Friday, November 11, 2011

Gernot Wagner's "But Will the Planet Notice?"

Gernot Wagner is an economist at the Environmental Defense Fund. He teaches at Columbia and graduated from both Harvard and Stanford. He doesn’t eat meat, doesn’t drive, and knows full well the futility of his personal choices.

He applied the “Page 99 Test” to his new book, But Will the Planet Notice?: How Smart Economics Can Save the World, and reported the following:
But Will the Planet Notice? is about environmental policies that actually make a difference. It's not about you and I recycling -- although that's good, too. It's about putting a tiny fee on plastic bags that decreased their use in Ireland by 90% and one billion bags this past decade.

Page 99 is rather wonkish. It introduces one of the fundamental concepts: making sure someone owns the rights to a particular resource is the best way of protecting it. In this case, it's fish:
That simple step makes all the difference. It’s no longer a race. Much like with the Maine lobster, what you don’t catch today will still be there for you tomorrow. You own the right to a certain number of fish. Period. Your neighbor can’t take it away from you, just because you take the day off. The motivation to treat fishing as if it were a competitive free-for-all is gone.

Bigger engines enable you to haul in your catch earlier, but the reason to go overboard in the technological arms race is gone. [...] Fishermen no longer use larger and larger boats to chase fewer and fewer fish. It is now in their interest to decrease costs. Things generally get much more relaxed. Alaska's halibut fishing season has increased from two to over two hundred days, all without additional restrictions or regulations.

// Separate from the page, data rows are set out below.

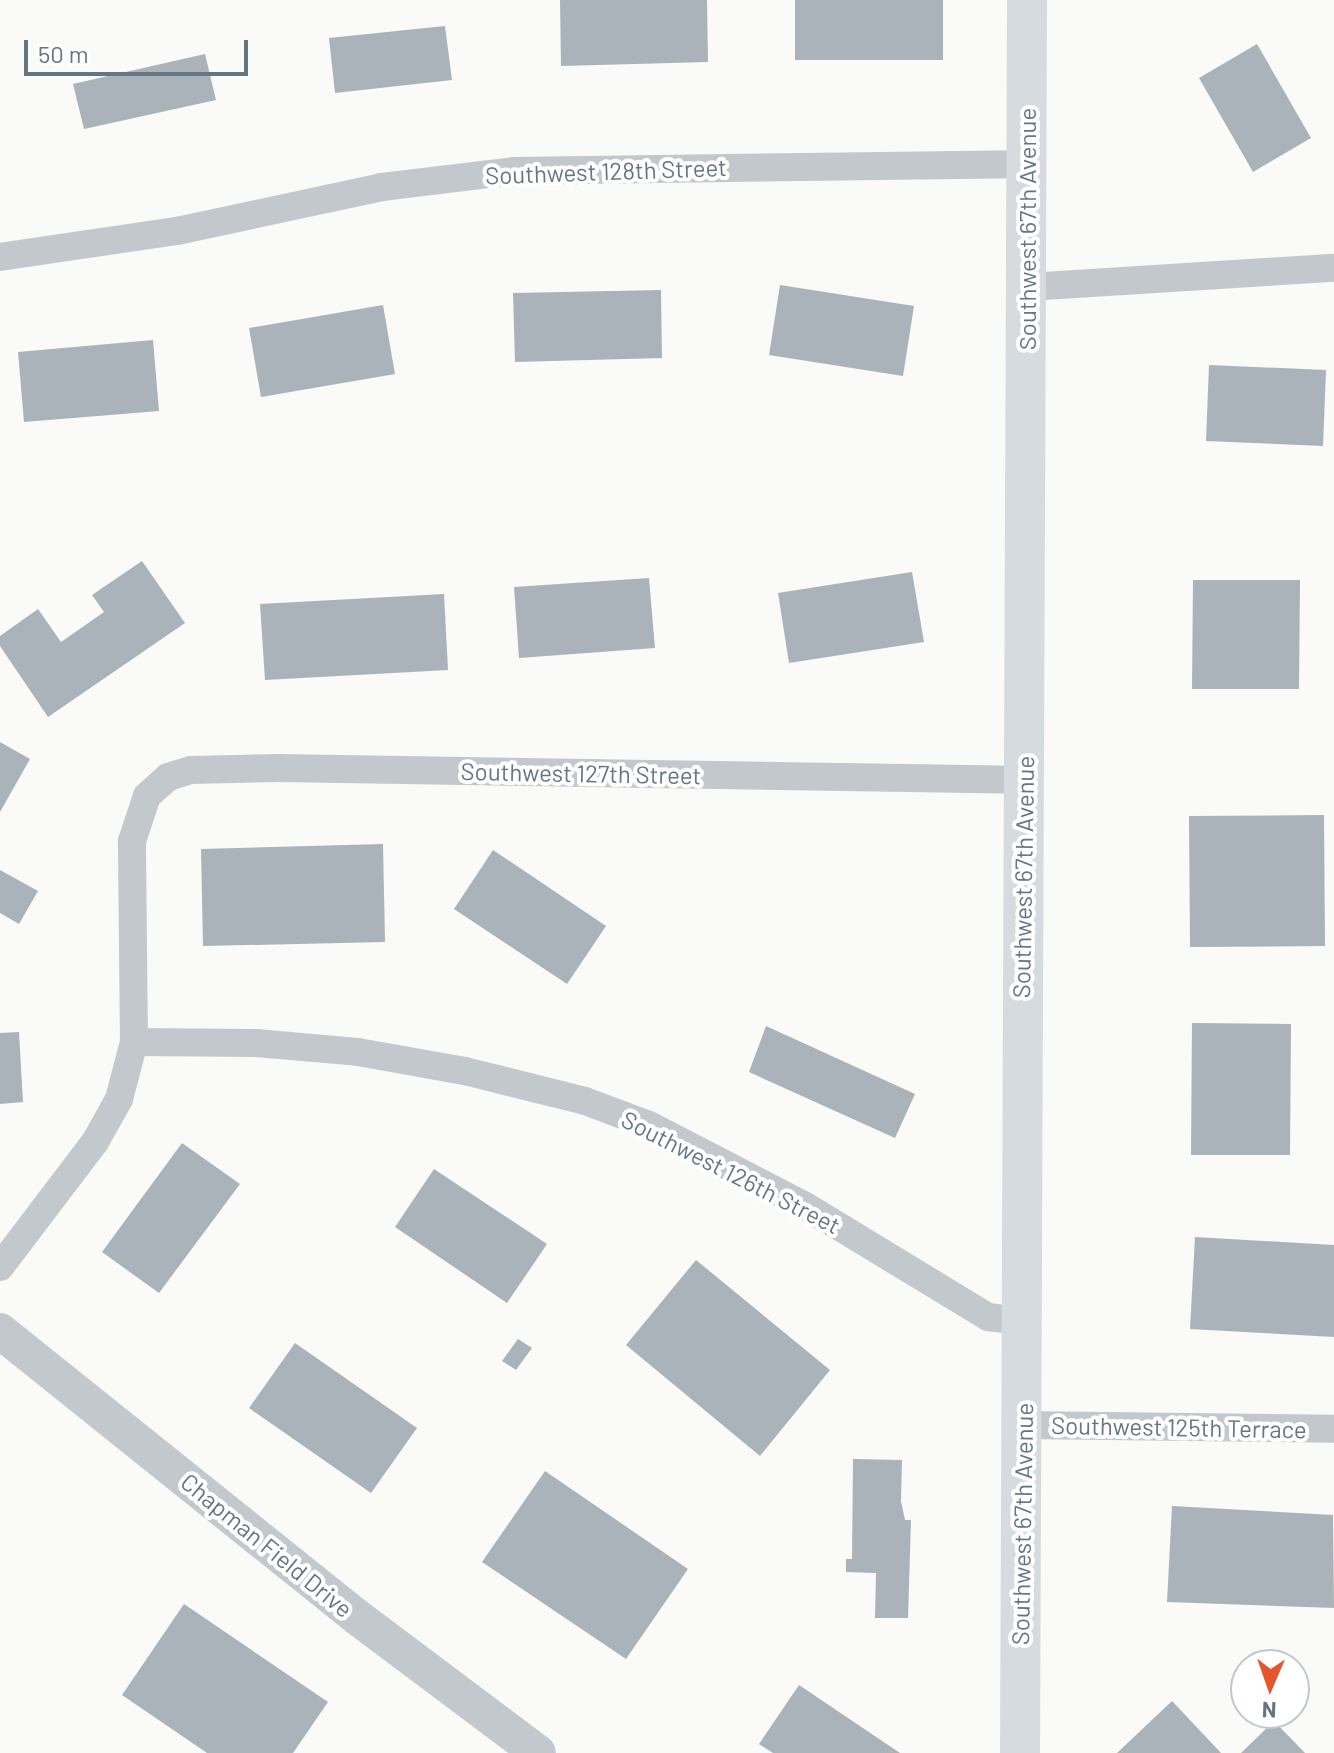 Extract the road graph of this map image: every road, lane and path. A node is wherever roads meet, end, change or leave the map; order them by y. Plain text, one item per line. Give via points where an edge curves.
1 (1027, 0) edge
2 (1026, 164) junction
3 (0, 257) edge
4 (1334, 268) edge
5 (1028, 287) junction
6 (1024, 780) junction
7 (134, 1042) junction
8 (0, 1267) edge
9 (1023, 1321) junction
10 (0, 1331) edge
11 (1023, 1425) junction
12 (1334, 1429) edge
13 (538, 1753) edge
14 (1020, 1753) edge

1 - 2 main road, Southwest 67th Avenue
2 - 3 street, Southwest 128th Street via 514,171 382,187 177,231
2 - 5 main road, Southwest 67th Avenue
4 - 5 street
5 - 6 main road, Southwest 67th Avenue
6 - 7 street, Southwest 127th Street via 182,771 147,796 135,825
6 - 9 main road, Southwest 67th Avenue
7 - 8 street via 119,1099 95,1142
7 - 9 street, Southwest 126th Street via 256,1043 358,1052 465,1071 585,1101 649,1125 793,1200 988,1317
9 - 11 main road, Southwest 67th Avenue
10 - 13 street, Chapman Field Drive via 357,1617
11 - 12 street, Southwest 125th Terrace
11 - 14 main road, Southwest 67th Avenue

Sounds like socialist nirvana with the guiding hand of regulators replacing the invisible hand of the market. In fact, it’s anything but. This is much closer to the “privatism of free enterprise” Garrett Hardin described as the other solution to the commons problem, the exact opposite of socialism. Fishermen affected by the changes wax poetic, using terms like "liberty," "freedom," and "dignity." Increasing the fishing season from two to two hundred days doesn’t just make fishing more relaxed; it also means that fishermen no longer bring in half their entire annual catch in one day. That avoids flooding the market with halibut all at once, crashing the price in the process.

With higher prices, lower costs, and more sustainable catches, revenues doubled and profits quadrupled in the first five years of the program. It doesn't get more free market than that--except that it does.